Prevention of Disability (POD) and Rehabilitation
A new innovation to the program in DR has been the training of new physiotherapists to work in the POD program.
This has enabled a big increase in the number of patients being trained in how to care for their disabilities.
They have also been able to set up 30 self-care groups for peer support and encouragement within their communities.
Socio-Economic Rehabilitation (SER)
Socio-Economic Rehabilitation basically means restoring a person back to normal social status after suffering an injury or disease that has reduced their standing in the community.
This program is designed to resource the leprosy patient with the tools and training they need to set up their own business through rearing pigs, rabbits, & chickens, as well as vegetable cultivation and irrigation projects. It also can include micro-credit loans to help them get established. It basically helps them get back on their feet, and reduces the stigma from the community.

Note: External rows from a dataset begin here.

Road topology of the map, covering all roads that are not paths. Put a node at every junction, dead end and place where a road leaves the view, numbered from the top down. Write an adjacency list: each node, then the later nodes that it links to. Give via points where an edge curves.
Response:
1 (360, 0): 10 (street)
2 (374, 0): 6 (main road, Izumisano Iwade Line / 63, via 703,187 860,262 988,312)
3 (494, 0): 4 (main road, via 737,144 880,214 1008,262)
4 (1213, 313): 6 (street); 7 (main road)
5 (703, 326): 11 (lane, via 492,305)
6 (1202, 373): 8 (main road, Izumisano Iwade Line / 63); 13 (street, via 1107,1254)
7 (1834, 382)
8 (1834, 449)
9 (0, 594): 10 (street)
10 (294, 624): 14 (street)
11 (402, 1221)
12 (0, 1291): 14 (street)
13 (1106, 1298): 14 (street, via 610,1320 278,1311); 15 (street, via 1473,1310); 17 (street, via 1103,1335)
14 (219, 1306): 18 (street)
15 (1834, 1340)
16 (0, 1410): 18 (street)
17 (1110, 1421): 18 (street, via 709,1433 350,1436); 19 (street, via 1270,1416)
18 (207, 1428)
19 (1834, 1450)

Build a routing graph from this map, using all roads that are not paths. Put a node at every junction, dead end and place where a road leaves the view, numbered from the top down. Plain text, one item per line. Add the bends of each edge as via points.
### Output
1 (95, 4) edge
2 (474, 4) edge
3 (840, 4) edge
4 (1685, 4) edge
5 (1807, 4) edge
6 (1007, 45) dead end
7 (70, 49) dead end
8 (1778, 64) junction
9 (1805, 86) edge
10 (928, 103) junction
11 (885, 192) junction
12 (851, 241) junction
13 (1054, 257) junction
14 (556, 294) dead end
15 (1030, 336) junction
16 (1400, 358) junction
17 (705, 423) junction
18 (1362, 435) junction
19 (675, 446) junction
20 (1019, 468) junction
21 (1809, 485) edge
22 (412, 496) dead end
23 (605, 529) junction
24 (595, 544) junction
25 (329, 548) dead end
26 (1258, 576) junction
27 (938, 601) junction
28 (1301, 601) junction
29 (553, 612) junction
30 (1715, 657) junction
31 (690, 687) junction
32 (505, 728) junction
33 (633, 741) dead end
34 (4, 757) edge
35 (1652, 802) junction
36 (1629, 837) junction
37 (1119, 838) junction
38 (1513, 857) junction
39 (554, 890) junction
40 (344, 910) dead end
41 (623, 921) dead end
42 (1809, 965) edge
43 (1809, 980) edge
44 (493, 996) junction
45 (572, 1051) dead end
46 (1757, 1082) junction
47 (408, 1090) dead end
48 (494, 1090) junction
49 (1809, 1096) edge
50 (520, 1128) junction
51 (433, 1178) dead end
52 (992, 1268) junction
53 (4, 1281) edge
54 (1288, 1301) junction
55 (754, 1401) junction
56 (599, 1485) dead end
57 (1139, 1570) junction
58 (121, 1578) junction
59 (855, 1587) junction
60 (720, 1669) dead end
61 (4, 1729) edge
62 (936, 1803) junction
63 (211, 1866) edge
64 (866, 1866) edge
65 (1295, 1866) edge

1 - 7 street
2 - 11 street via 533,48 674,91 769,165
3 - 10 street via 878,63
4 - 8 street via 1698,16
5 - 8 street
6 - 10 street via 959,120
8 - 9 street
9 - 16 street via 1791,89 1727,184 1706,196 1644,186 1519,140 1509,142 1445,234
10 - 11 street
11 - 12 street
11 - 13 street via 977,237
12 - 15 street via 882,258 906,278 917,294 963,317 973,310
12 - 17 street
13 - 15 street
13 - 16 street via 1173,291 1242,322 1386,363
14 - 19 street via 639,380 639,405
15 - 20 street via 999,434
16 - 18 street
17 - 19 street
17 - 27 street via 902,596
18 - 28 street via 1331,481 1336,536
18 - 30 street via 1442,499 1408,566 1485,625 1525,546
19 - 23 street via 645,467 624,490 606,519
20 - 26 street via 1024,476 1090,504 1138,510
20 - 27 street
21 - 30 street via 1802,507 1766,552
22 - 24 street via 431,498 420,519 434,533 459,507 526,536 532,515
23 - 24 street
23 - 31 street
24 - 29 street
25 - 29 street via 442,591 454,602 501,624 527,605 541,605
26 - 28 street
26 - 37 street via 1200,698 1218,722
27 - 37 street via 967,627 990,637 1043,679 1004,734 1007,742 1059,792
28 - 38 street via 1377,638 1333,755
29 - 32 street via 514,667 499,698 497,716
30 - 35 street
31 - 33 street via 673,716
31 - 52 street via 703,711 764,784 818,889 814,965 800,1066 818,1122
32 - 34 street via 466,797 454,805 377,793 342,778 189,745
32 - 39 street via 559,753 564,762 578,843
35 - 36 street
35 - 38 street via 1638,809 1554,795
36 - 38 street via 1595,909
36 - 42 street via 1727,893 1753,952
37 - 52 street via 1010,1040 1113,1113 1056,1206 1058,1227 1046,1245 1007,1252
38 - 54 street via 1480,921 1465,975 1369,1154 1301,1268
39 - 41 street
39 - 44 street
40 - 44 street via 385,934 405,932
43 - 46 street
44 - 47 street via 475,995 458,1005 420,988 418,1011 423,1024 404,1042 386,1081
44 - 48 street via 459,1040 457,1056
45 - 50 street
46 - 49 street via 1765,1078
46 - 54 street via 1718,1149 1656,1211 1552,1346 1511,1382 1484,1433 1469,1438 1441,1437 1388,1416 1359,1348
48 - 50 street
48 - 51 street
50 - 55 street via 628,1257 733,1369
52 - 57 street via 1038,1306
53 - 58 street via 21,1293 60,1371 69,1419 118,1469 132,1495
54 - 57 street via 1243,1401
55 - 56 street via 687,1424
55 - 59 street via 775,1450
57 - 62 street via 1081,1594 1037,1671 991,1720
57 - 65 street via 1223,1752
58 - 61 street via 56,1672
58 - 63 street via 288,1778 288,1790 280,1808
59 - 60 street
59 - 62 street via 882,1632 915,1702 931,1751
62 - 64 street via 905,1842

Approximately 600 people are now benefiting from micro-credit loans and receiving assistance with training in micro-credit. Work has commenced in 4 new zones, and workers have identified a noticeable reduction in stigma for those who are involved in the SER program.
Education of Children
When a parent is diagnosed with leprosy, it affects the whole family. Their standing in the community is often affected and their ability to earn an income often disappears without assistance. This domino effect in turn hinders their children from receiving any education, as school in DR Congo is not free.
Thankfully with the assistance of TLM, 130 leprosy-affected children received scholarships in the past year and were able to continue their education. This is particularly vital for girls, as their education is paramount in improving the health and quality of life into their future.